[EXCERPTED DATA Boundary: Start]

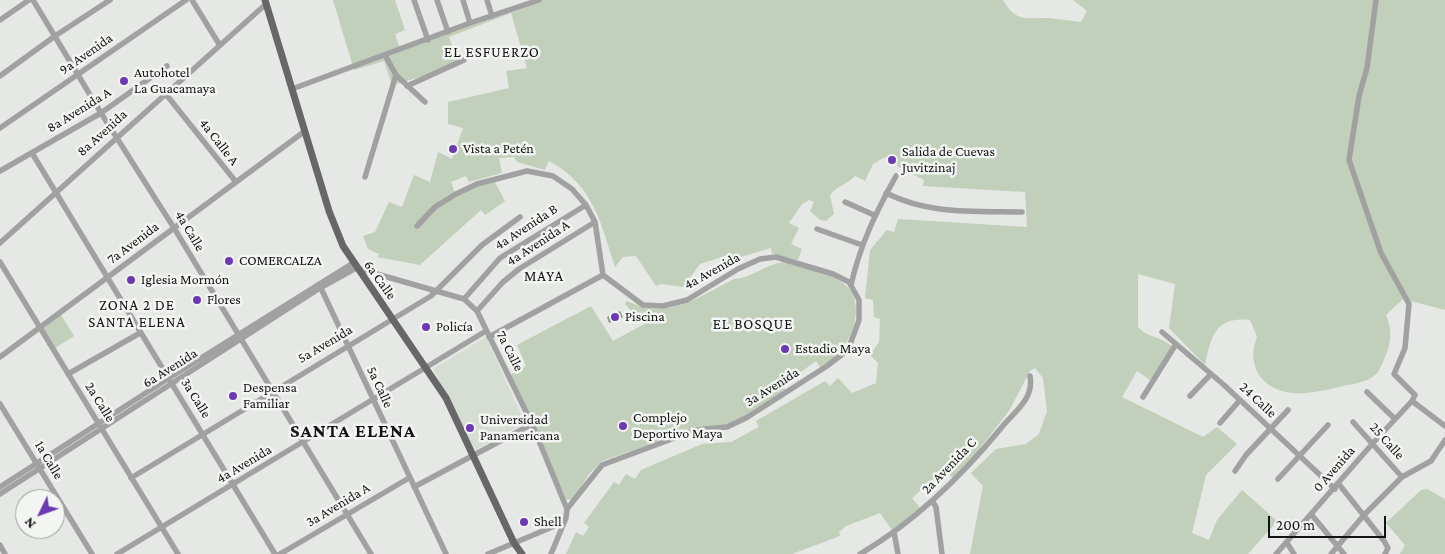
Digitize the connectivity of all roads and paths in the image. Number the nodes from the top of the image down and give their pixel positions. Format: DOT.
graph roads {
  1 [pos="31,0"];
  2 [pos="110,0"];
  3 [pos="186,0"];
  4 [pos="192,0"];
  5 [pos="414,0"];
  6 [pos="437,0"];
  7 [pos="463,0"];
  8 [pos="487,0"];
  9 [pos="539,0"];
  10 [pos="1376,0"];
  11 [pos="265,2"];
  12 [pos="492,16"];
  13 [pos="0,20"];
  14 [pos="470,23"];
  15 [pos="448,32"];
  16 [pos="55,36"];
  17 [pos="428,40"];
  18 [pos="219,44"];
  19 [pos="385,55"];
  20 [pos="464,60"];
  21 [pos="167,66"];
  22 [pos="396,74"];
  23 [pos="78,75"];
  24 [pos="0,76"];
  25 [pos="407,86"];
  26 [pos="292,90"];
  27 [pos="165,93"];
  28 [pos="425,102"];
  29 [pos="100,113"];
  30 [pos="0,128"];
  31 [pos="305,130"];
  32 [pos="117,137"];
  33 [pos="32,153"];
  34 [pos="0,171"];
  35 [pos="896,176"];
  36 [pos="366,177"];
  37 [pos="236,182"];
  38 [pos="55,192"];
  39 [pos="886,193"];
  40 [pos="845,202"];
  41 [pos="586,205"];
  42 [pos="1022,212"];
  43 [pos="874,215"];
  44 [pos="520,217"];
  45 [pos="595,222"];
  46 [pos="418,226"];
  47 [pos="174,228"];
  48 [pos="817,230"];
  49 [pos="0,242"];
  50 [pos="862,245"];
  51 [pos="0,262"];
  52 [pos="355,266"];
  53 [pos="604,275"];
  54 [pos="107,278"];
  55 [pos="850,284"];
  56 [pos="319,286"];
  57 [pos="437,291"];
  58 [pos="464,299"];
  59 [pos="477,311"];
  60 [pos="392,319"];
  61 [pos="39,327"];
  62 [pos="1162,332"];
  63 [pos="140,333"];
  64 [pos="487,334"];
  65 [pos="238,337"];
  66 [pos="1176,344"];
  67 [pos="347,346"];
  68 [pos="0,357"];
  69 [pos="426,366"];
  70 [pos="68,374"];
  71 [pos="1211,374"];
  72 [pos="1030,376"];
  73 [pos="170,380"];
  74 [pos="272,391"];
  75 [pos="1367,392"];
  76 [pos="1143,396"];
  77 [pos="1190,396"];
  78 [pos="372,400"];
  79 [pos="1240,400"];
  80 [pos="1412,401"];
  81 [pos="0,404"];
  82 [pos="1288,410"];
  83 [pos="1395,419"];
  84 [pos="1353,422"];
  85 [pos="1220,423"];
  86 [pos="532,424"];
  87 [pos="99,425"];
  88 [pos="1328,425"];
  89 [pos="1445,426"];
  90 [pos="1270,428"];
  91 [pos="204,434"];
  92 [pos="1445,440"];
  93 [pos="303,443"];
  94 [pos="1373,443"];
  95 [pos="473,456"];
  96 [pos="1300,456"];
  97 [pos="38,466"];
  98 [pos="1235,472"];
  99 [pos="1402,477"];
  100 [pos="131,478"];
  101 [pos="409,478"];
  102 [pos="1278,480"];
  103 [pos="233,485"];
  104 [pos="1336,486"];
  105 [pos="414,487"];
  106 [pos="0,488"];
  107 [pos="0,494"];
  108 [pos="933,502"];
  109 [pos="567,509"];
  110 [pos="346,514"];
  111 [pos="1311,514"];
  112 [pos="1364,515"];
  113 [pos="564,522"];
  114 [pos="162,528"];
  115 [pos="894,532"];
  116 [pos="1287,542"];
  117 [pos="514,543"];
  118 [pos="0,545"];
  119 [pos="1338,546"];
  120 [pos="1387,551"];
  121 [pos="5,554"];
  122 [pos="92,554"];
  123 [pos="116,554"];
  124 [pos="178,554"];
  125 [pos="275,554"];
  126 [pos="280,554"];
  127 [pos="371,554"];
  128 [pos="446,554"];
  129 [pos="488,554"];
  130 [pos="522,554"];
  131 [pos="551,554"];
  132 [pos="860,554"];
  133 [pos="898,554"];
  134 [pos="942,554"];
  135 [pos="1276,554"];
  136 [pos="1294,554"];
  137 [pos="1331,554"];
  138 [pos="1344,554"];
  1 -- 13 [label="street"];
  1 -- 16 [label="street, 4a Calle"];
  2 -- 16 [label="street"];
  3 -- 23 [label="street, 9a Avenida"];
  4 -- 18 [label="street"];
  5 -- 17 [label="street"];
  6 -- 15 [label="street"];
  7 -- 14 [label="street"];
  8 -- 12 [label="street"];
  9 -- 12 [label="street"];
  10 -- 80 [label="street"];
  11 -- 18 [label="street, 8a Avenida"];
  11 -- 26 [label="main road, 6a Calle"];
  12 -- 14 [label="street"];
  14 -- 15 [label="street"];
  15 -- 17 [label="street"];
  16 -- 23 [label="street, 4a Calle"];
  16 -- 24 [label="street"];
  17 -- 19 [label="street"];
  18 -- 27 [label="street, 8a Avenida"];
  19 -- 22 [label="street"];
  19 -- 26 [label="street"];
  20 -- 25 [label="street"];
  21 -- 29 [label="street, 8a Avenida A"];
  22 -- 25 [label="street"];
  22 -- 36 [label="street"];
  23 -- 29 [label="street, 4a Calle"];
  23 -- 30 [label="street, 9a Avenida"];
  25 -- 28 [label="street"];
  26 -- 31 [label="main road, 6a Calle"];
  27 -- 32 [label="street, 8a Avenida"];
  27 -- 37 [label="street, 4a Calle A"];
  29 -- 32 [label="street, 4a Calle"];
  29 -- 33 [label="street, 8a Avenida A"];
  31 -- 37 [label="street, 7a Avenida"];
  31 -- 52 [label="main road, 6a Calle"];
  32 -- 38 [label="street, 8a Avenida"];
  32 -- 47 [label="street, 4a Calle"];
  33 -- 34 [label="street, 8a Avenida A"];
  33 -- 38 [label="street, 3a Calle"];
  35 -- 39 [label="street"];
  37 -- 47 [label="street, 7a Avenida"];
  38 -- 49 [label="street, 8a Avenida"];
  38 -- 54 [label="street, 3a Calle"];
  39 -- 42 [label="street"];
  39 -- 43 [label="street"];
  40 -- 43 [label="street"];
  41 -- 45 [label="street"];
  41 -- 46 [label="street"];
  41 -- 58 [label="street, 4a Avenida B"];
  43 -- 50 [label="street"];
  44 -- 57 [label="street, 5a Avenida"];
  45 -- 53 [label="street"];
  45 -- 59 [label="street, 4a Avenida A"];
  47 -- 54 [label="street, 7a Avenida"];
  47 -- 65 [label="street, 4a Calle"];
  48 -- 50 [label="street"];
  50 -- 55 [label="street"];
  51 -- 61 [label="street, 2a Calle"];
  52 -- 56 [label="street, 6a Avenida"];
  52 -- 57 [label="street, 7a Calle"];
  52 -- 60 [label="main road, 6a Calle"];
  53 -- 55 [label="street, 4a Avenida"];
  53 -- 64 [label="street, 4a Avenida"];
  54 -- 61 [label="street, 7a Avenida"];
  54 -- 63 [label="street, 3a Calle"];
  55 -- 109 [label="street, 3a Avenida"];
  56 -- 65 [label="street, 6a Avenida"];
  56 -- 67 [label="street, 5a Calle"];
  57 -- 58 [label="street, 7a Calle"];
  57 -- 60 [label="street, 5a Avenida"];
  58 -- 59 [label="street, 7a Calle"];
  59 -- 64 [label="street, 7a Calle"];
  60 -- 67 [label="street, 5a Avenida"];
  60 -- 69 [label="main road, 6a Calle"];
  61 -- 68 [label="street, 7a Avenida"];
  61 -- 70 [label="street, 2a Calle"];
  62 -- 66 [label="street, 24 Calle"];
  63 -- 70 [label="street"];
  63 -- 73 [label="street, 3a Calle"];
  64 -- 69 [label="street, 4a Avenida"];
  64 -- 86 [label="street, 7a Calle"];
  65 -- 73 [label="street, 6a Avenida"];
  65 -- 74 [label="street, 4a Calle"];
  66 -- 71 [label="street, 24 Calle"];
  66 -- 76 [label="street"];
  67 -- 74 [label="street, 5a Avenida"];
  67 -- 78 [label="street, 5a Calle"];
  69 -- 78 [label="street, 4a Avenida"];
  69 -- 95 [label="main road, 6a Calle"];
  70 -- 87 [label="street, 2a Calle"];
  71 -- 77 [label="street"];
  71 -- 79 [label="street, 24 Calle"];
  72 -- 108 [label="street, 2a Avenida C"];
  73 -- 87 [label="street, 6a Avenida"];
  73 -- 91 [label="street, 3a Calle"];
  74 -- 91 [label="street, 5a Avenida"];
  74 -- 93 [label="street, 4a Calle"];
  75 -- 83 [label="street"];
  78 -- 93 [label="street, 4a Avenida"];
  78 -- 101 [label="street, 5a Calle"];
  79 -- 85 [label="street"];
  79 -- 90 [label="street, 24 Calle"];
  80 -- 83 [label="street, 0 Avenida"];
  80 -- 89 [label="street"];
  81 -- 97 [label="street, 1a Calle"];
  82 -- 90 [label="street"];
  83 -- 94 [label="street, 0 Avenida"];
  84 -- 94 [label="street, 25 Calle"];
  86 -- 95 [label="street"];
  86 -- 109 [label="street, 7a Calle"];
  87 -- 97 [label="street, 6a Avenida"];
  87 -- 100 [label="street, 2a Calle"];
  88 -- 96 [label="street"];
  90 -- 96 [label="street, 24 Calle"];
  90 -- 98 [label="street"];
  91 -- 100 [label="street, 5a Avenida"];
  91 -- 103 [label="street, 3a Calle"];
  92 -- 99 [label="street"];
  93 -- 103 [label="street, 4a Avenida"];
  93 -- 110 [label="street, 4a Calle"];
  94 -- 99 [label="street, 25 Calle"];
  94 -- 104 [label="street, 0 Avenida"];
  95 -- 105 [label="street"];
  95 -- 117 [label="main road, 6a Calle"];
  96 -- 102 [label="street"];
  96 -- 104 [label="street, 24 Calle"];
  97 -- 106 [label="street, 6a Avenida"];
  97 -- 107 [label="street, 6a Avenida"];
  97 -- 122 [label="street, 1a Calle"];
  99 -- 112 [label="street"];
  100 -- 114 [label="street, 2a Calle"];
  101 -- 105 [label="street, 5a Calle"];
  101 -- 110 [label="street, 3a Avenida A"];
  103 -- 114 [label="street, 4a Avenida"];
  103 -- 125 [label="street, 3a Calle"];
  104 -- 111 [label="street, 0 Avenida"];
  104 -- 112 [label="street, 24 Calle"];
  105 -- 128 [label="street, 5a Calle"];
  108 -- 115 [label="street, 2a Avenida C"];
  108 -- 134 [label="street"];
  109 -- 113 [label="street"];
  110 -- 126 [label="street, 3a Avenida A"];
  110 -- 127 [label="street, 4a Calle"];
  111 -- 116 [label="street, 0 Avenida"];
  111 -- 119 [label="street"];
  112 -- 119 [label="street"];
  112 -- 120 [label="street, 24 Calle"];
  113 -- 117 [label="street"];
  113 -- 131 [label="street"];
  114 -- 123 [label="street, 4a Avenida"];
  114 -- 124 [label="street, 2a Calle"];
  115 -- 132 [label="street, 2a Avenida C"];
  115 -- 133 [label="street"];
  116 -- 135 [label="street, 0 Avenida"];
  116 -- 136 [label="street"];
  117 -- 129 [label="street"];
  117 -- 130 [label="main road, 6a Calle"];
  118 -- 121 [label="street"];
  119 -- 137 [label="street"];
  119 -- 138 [label="street"];
}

[EXCERPTED DATA Boundary: End]

> **TASK PROMPT**:
Looking at the records above, how many lines contain "roads"? Answer with the number alone.

> **RESPONSE AREA**:
2